Pour contenir la colère de la population, le pouvoir doit nécessairement élargir sa base sociale. Les tentatives en direction des partis politiques classiques n’ont donné aucun résultat lors de la « Conférence Nationale » au début de l’année. Le nouveau « Conseil National de Transition » est boycotté par le FLN, le FFS, le RCD, etc, (même par les trotskistes du PT !). La véritable ouverture doit se faire en direction des islamistes et la mise à l’écart du premier ministre Rédha Malek semble correspondre à cet objectif.
Cette perspective d’un accord-compromis avec les islamistes a les faveurs de l’impérialisme français ; elle est décrite ainsi par le « Le Figaro » : « La stratégie imaginée par les militaires est claire. Ils vont pendant 6 mois tenter d’écraser les islamistes les plus extrémistes (…) tout en essayant de négocier avec les chefs historiques du FIS, (…) l’organisation à l’amiable d’une dictature militaro-islamiste » (4). A la grande fureur des français, les américains estiment, eux, que les islamistes vont inévitablement l’emporter et ils chercheraient à négocier avec ces derniers (5).
Si certaines fractions de la classe dominante sont prêtes à tout pour éviter de partager leurs privilèges, la menace de troubles sociaux les convaincrait rapidement que seuls les islamistes sont capables d’être entendus des chômeurs et des déshérités, et donc capables d’être un rempart de l’ordre établi.
L’influence des partis bourgeois « démocratiques » ne va guère en effet au-delà d’une couche assez mince de la petite-bourgeoisie francophone, la seule exception étant les partis à base berbère, le FFS et le RCD.

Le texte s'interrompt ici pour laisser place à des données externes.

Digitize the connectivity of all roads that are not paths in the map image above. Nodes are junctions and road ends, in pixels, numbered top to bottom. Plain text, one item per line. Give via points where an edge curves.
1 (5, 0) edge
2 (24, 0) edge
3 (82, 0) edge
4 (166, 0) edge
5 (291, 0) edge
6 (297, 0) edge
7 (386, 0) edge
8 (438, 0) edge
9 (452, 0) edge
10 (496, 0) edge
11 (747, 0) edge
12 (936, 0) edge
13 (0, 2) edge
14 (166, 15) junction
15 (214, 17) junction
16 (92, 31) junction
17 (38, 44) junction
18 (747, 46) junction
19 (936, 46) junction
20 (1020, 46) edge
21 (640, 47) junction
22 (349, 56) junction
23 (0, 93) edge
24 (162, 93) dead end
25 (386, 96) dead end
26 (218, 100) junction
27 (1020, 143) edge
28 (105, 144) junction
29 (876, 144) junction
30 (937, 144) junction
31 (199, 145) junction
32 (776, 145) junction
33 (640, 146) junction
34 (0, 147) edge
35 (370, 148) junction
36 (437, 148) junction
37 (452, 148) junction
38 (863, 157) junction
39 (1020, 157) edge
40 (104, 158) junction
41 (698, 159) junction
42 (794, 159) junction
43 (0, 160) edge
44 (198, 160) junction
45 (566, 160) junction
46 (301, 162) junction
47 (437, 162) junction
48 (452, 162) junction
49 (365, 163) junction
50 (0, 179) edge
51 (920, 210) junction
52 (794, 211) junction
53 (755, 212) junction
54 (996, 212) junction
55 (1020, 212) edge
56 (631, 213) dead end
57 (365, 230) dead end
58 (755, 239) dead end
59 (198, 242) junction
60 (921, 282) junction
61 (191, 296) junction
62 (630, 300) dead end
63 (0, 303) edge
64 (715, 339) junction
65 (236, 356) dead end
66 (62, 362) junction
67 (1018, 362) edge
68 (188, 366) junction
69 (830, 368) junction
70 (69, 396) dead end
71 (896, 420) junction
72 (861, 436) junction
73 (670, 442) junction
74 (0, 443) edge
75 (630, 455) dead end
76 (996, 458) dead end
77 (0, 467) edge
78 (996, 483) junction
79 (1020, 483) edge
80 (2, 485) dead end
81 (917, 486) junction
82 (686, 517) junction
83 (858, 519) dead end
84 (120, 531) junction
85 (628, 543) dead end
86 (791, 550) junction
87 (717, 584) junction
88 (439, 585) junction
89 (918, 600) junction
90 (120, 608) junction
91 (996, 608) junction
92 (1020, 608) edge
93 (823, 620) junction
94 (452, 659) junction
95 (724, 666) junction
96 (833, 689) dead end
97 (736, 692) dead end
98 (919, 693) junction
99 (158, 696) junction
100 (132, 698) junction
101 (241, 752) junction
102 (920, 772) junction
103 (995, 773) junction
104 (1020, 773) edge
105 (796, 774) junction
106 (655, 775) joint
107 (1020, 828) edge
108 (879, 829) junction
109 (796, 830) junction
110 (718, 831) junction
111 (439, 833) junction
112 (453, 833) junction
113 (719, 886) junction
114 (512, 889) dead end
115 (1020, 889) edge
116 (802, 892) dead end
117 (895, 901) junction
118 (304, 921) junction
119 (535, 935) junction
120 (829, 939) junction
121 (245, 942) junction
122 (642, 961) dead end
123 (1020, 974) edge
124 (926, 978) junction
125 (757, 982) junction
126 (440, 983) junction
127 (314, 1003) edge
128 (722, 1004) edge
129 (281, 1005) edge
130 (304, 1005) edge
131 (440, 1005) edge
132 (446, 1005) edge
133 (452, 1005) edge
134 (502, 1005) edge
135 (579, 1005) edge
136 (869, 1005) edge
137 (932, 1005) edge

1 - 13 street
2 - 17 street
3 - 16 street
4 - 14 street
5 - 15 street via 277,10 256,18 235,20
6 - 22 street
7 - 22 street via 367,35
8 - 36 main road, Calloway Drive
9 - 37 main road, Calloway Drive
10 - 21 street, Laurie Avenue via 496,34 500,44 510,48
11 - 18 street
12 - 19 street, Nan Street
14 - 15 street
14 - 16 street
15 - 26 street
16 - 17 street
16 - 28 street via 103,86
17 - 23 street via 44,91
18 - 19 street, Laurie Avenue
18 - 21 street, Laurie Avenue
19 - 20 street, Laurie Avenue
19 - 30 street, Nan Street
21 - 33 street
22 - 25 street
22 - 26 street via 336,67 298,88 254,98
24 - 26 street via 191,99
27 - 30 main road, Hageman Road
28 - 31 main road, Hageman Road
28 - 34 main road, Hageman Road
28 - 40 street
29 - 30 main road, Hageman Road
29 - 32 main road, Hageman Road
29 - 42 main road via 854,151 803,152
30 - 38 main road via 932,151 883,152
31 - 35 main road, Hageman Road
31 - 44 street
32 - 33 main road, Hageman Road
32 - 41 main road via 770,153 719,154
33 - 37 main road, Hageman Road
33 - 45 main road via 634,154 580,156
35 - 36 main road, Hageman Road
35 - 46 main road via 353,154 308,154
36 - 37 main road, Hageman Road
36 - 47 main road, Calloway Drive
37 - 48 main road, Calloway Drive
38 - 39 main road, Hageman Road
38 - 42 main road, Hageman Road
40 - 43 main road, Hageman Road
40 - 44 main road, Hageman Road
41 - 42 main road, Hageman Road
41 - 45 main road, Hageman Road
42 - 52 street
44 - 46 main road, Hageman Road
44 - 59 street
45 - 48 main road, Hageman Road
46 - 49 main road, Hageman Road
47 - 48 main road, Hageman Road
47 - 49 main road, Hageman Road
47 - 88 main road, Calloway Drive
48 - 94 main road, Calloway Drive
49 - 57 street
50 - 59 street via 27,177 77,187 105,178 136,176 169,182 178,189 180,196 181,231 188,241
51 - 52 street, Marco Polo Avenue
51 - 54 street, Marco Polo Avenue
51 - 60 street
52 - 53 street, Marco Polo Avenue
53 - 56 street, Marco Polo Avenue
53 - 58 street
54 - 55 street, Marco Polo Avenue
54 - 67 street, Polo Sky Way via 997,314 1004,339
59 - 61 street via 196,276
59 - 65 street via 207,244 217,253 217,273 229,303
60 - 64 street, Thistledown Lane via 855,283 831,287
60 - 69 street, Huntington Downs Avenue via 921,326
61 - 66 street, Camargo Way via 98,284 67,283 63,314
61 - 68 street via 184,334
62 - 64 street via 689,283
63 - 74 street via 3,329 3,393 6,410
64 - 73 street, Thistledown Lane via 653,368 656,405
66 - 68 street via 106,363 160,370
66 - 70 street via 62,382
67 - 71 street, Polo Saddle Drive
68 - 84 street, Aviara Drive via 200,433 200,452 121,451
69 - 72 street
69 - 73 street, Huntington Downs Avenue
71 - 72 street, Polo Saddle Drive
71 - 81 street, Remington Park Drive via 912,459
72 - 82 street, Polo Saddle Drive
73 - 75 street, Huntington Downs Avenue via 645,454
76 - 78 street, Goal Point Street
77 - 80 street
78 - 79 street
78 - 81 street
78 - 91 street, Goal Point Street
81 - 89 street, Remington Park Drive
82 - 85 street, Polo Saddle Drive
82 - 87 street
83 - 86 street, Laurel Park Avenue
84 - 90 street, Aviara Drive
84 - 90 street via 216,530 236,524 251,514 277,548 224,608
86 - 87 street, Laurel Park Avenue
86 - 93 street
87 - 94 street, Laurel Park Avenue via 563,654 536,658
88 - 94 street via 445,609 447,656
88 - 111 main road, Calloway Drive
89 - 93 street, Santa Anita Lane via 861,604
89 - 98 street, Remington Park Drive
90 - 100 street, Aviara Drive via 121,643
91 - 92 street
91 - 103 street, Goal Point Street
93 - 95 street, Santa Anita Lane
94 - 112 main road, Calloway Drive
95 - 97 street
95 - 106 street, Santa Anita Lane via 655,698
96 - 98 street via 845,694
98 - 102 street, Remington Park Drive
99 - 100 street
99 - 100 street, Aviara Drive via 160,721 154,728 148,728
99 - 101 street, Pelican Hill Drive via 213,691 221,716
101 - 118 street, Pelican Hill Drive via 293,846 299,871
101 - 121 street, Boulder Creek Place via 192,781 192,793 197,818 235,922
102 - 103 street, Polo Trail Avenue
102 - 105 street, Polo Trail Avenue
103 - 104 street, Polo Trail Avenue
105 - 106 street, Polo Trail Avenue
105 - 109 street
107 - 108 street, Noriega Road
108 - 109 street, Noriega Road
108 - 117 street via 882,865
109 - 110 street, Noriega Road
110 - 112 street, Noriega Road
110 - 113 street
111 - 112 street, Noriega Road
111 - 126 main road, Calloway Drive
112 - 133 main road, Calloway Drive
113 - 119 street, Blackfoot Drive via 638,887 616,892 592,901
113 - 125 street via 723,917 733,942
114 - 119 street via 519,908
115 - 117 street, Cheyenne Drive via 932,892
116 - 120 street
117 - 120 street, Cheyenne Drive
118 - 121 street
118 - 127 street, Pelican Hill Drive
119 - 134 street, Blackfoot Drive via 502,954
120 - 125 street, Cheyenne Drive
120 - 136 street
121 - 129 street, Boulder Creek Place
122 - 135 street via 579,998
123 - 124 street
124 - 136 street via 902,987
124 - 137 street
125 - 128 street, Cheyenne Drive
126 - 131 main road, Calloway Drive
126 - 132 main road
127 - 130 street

La classe ouvrière algérienne, victime désignée des prochaines mesures économiques est loin d’être passive en dépit de la pression causée par le renforcement constant de la terreur d’Etat et les exactions islamistes. A la fin de l’année dernière, la grève massivement suivie des enseignants malgré la propagande des médias, l’agitation dans la zone industrielle d’Alger, où la grève de 18.000 travailleurs a failli éclater, en sont le témoignage. De même le succès des manifestations organisées au début de l’année en Kabylie par le MCB (Mouvement Culturel Berbère) ou à Alger en avril, malgré leurs ambiguïtés reflètent le mécontentement social croissant (la manifestation dite « des femmes » du 22 mars a par contre été une manifestation de soutien à l’armée et au régime).
Ce mécontentement a contraint les bonzes de l’UGTA a durcir leur ton contre l’accord avec le FMI. Le secrétaire général Benhamouda a même menacé que l’UGTA pourrait « devenir extrémiste » ! Mais aux journalistes qui lui rappelaient qu’il avait publiquement déjà approuvé l’accord , ce pantin n’a trouvé autre chose à répondre que : « Qui dans ce pays, n’emploi pas un double langage ? » (6).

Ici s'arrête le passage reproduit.